Canada Day: A celebration of love, thanksgiving, fellowship and peace of the people

The first of July, each year, is a special milestone for every resident of Canada, whether he is part of the indigenous Indian communities, whether he belongs to communities of English-speaking and French-speaking Canadians, or is a member of the communities of the great human mosaic that adorns and is part of the great, liberal state administration of North America.
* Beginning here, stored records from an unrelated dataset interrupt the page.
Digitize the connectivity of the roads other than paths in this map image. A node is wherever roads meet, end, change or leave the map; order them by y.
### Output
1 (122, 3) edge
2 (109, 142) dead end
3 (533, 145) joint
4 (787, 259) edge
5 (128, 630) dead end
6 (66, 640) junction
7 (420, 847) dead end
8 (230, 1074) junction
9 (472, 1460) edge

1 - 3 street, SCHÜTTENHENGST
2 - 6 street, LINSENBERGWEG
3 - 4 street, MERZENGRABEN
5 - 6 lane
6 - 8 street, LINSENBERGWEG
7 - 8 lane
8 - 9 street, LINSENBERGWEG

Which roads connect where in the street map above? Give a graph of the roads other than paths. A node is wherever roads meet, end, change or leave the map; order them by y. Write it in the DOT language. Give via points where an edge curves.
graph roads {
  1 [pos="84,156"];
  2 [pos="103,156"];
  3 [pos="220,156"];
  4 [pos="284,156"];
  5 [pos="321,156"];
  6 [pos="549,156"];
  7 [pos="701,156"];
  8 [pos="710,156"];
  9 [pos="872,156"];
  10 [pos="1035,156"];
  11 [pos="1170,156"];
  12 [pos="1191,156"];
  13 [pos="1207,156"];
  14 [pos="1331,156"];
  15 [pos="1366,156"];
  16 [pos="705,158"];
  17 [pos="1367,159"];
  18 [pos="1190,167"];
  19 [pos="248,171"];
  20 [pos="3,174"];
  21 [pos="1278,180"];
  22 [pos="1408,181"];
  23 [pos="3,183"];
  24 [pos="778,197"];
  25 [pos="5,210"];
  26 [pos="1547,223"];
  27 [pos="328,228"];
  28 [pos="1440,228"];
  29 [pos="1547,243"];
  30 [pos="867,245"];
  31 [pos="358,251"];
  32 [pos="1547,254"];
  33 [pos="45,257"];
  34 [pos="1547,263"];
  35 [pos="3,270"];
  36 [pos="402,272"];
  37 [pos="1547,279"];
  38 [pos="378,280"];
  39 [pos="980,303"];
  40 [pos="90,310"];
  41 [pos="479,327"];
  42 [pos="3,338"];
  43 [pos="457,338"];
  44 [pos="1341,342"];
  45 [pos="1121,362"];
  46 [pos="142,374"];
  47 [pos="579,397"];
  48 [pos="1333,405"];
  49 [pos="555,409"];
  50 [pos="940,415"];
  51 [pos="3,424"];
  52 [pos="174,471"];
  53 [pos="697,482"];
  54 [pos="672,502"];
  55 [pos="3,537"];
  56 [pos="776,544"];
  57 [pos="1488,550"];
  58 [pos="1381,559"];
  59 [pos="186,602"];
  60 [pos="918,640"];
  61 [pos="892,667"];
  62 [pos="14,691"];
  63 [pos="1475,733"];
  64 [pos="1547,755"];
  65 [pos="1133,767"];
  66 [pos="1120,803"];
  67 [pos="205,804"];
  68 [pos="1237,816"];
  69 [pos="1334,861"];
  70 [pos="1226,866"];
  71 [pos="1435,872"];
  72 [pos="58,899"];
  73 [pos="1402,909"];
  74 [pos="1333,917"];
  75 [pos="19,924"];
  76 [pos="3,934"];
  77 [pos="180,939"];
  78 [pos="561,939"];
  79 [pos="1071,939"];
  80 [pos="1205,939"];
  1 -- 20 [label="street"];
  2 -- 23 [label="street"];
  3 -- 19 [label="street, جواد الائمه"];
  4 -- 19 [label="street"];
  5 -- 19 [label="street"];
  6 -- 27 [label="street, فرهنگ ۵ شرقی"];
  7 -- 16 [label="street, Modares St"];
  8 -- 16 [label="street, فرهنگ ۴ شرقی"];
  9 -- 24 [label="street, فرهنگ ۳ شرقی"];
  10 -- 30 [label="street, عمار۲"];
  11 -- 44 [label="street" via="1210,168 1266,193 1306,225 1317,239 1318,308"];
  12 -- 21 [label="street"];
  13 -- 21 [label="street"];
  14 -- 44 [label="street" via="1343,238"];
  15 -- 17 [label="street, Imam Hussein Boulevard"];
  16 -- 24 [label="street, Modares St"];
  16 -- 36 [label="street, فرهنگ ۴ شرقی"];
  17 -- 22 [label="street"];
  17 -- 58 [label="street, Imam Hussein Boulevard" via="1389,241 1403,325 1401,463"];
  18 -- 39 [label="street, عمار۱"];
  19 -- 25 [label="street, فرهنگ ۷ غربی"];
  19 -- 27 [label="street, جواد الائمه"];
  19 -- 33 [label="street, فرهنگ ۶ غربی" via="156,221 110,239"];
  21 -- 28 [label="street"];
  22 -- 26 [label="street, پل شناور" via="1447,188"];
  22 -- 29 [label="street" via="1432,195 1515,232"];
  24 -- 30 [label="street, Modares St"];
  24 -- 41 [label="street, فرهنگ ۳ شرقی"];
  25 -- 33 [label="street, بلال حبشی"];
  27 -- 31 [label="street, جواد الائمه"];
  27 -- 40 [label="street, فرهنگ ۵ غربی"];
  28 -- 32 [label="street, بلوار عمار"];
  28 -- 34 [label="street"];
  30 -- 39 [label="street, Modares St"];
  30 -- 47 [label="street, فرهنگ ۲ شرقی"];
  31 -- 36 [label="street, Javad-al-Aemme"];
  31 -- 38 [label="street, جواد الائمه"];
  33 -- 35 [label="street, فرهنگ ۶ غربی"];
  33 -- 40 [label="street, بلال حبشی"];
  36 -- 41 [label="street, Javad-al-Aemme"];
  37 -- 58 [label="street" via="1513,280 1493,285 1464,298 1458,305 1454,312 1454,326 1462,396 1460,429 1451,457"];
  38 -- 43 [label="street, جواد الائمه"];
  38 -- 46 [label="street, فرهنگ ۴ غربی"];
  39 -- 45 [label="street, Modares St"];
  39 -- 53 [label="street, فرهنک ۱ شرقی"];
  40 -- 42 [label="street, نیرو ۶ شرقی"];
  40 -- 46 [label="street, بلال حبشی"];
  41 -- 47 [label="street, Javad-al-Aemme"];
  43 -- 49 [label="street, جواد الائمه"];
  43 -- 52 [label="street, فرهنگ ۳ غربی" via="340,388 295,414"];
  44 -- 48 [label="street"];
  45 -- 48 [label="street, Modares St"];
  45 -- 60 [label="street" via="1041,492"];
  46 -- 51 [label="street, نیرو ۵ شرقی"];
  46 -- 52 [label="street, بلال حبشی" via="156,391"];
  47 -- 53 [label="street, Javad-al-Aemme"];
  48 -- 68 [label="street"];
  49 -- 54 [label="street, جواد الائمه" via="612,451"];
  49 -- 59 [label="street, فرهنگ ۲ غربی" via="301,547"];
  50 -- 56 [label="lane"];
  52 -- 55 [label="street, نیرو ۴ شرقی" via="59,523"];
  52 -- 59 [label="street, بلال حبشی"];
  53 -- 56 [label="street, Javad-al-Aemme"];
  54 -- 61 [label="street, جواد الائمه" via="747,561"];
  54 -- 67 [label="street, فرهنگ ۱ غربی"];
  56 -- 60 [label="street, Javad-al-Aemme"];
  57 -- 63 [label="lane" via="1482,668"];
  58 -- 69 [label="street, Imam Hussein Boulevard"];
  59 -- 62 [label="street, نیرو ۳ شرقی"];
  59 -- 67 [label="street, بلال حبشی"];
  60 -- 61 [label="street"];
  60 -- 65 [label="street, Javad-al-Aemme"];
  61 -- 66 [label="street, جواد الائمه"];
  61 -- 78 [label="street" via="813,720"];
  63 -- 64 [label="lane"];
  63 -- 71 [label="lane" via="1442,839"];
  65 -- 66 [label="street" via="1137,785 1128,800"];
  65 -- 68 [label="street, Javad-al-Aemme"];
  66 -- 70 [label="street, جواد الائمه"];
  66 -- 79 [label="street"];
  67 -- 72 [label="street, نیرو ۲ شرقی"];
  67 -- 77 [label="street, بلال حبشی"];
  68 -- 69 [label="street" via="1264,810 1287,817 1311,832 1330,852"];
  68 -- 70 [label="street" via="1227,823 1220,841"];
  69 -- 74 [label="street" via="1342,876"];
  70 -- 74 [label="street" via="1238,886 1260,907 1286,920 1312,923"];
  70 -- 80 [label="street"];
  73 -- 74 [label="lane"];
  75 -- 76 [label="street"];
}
Canada is a country of citizens of many nationalities, many human families, different religions as well as on the streets of our cities are heard all the languages spoken in every place and corner of the planet.

Canada is a new and modern cultural community with the participation of its citizens, as a country, building a new cultural map, while respecting and maintaining good relations with all human communities on earth.

As it is not the norm of any modern culture, respect for and freedom of religion, democracy and international law form the basis of Canadian cultural construction.
Religious freedom is a powerful pillar of Canadian democracy, when a sanctuary is attacked maliciously by extremist elements who oppose the principles of democracy, then the law intervenes to enforce order and peace in the region.
For those of us who live and work in this vast country, it is well known that our political system is based on the principles of democracy and respect for all citizens. This democratic system embraces us all with the assurance of respect for individual and personal freedoms.

In this country of the American north, every citizen feels the privilege of security, this includes the way of life of his own preference, the assurance of food for him and his family members and a place where he can house his family, but beyond that he enjoys the great privileges of the Canadian way of life.

As a nation we believe that the personality of every citizen is a sacred affair, our respect for it is the ultimate law. There are no groups of citizens or communities in our society that are marginalised because of particularities in the way of thinking or even the way of life.

The family continues to remain the social base of our communities and we are doing everything possible to preserve it as a foundation on which our democracy rests.

Our communities in no way excludes from society extreme members of left-wing or even right-wing ideologies, disruptive movements or followers of political theories, which go beyond any expression of democratic meditation. It is only in such cases that Canadian society shows tolerance without any reaction, since, of course, the state and the laws of the state are respected.

Respect for and protection of freedom of the press distinguishes the country. Each language community has the opportunity to learn about news and developments in its mother tongue, as long as it has the necessary conditions and people who know about journalism. Moreover, Canadian governments, within the framework of equal treatment, encourage similar efforts with financial support.

By referring to freedom of the press, we do not mean publications that are only interested in their own interests and have as their sole measure the abuse of the truth, the dissemination of false news and prejudice towards the administration and social groups.

This is Canada that today we celebrate with peaceful joys and gatherings, with excursions and speeches by citizens of all the language and cultural communities of the country together and with respect to the communities of our indigenous fellow citizens.

Of all of us here in the community of the country’s Council of Editors of the National Minorities, one is the wish to live thousands of years O Canada and remain a shining star of peace, fellowship of peoples, and humanity.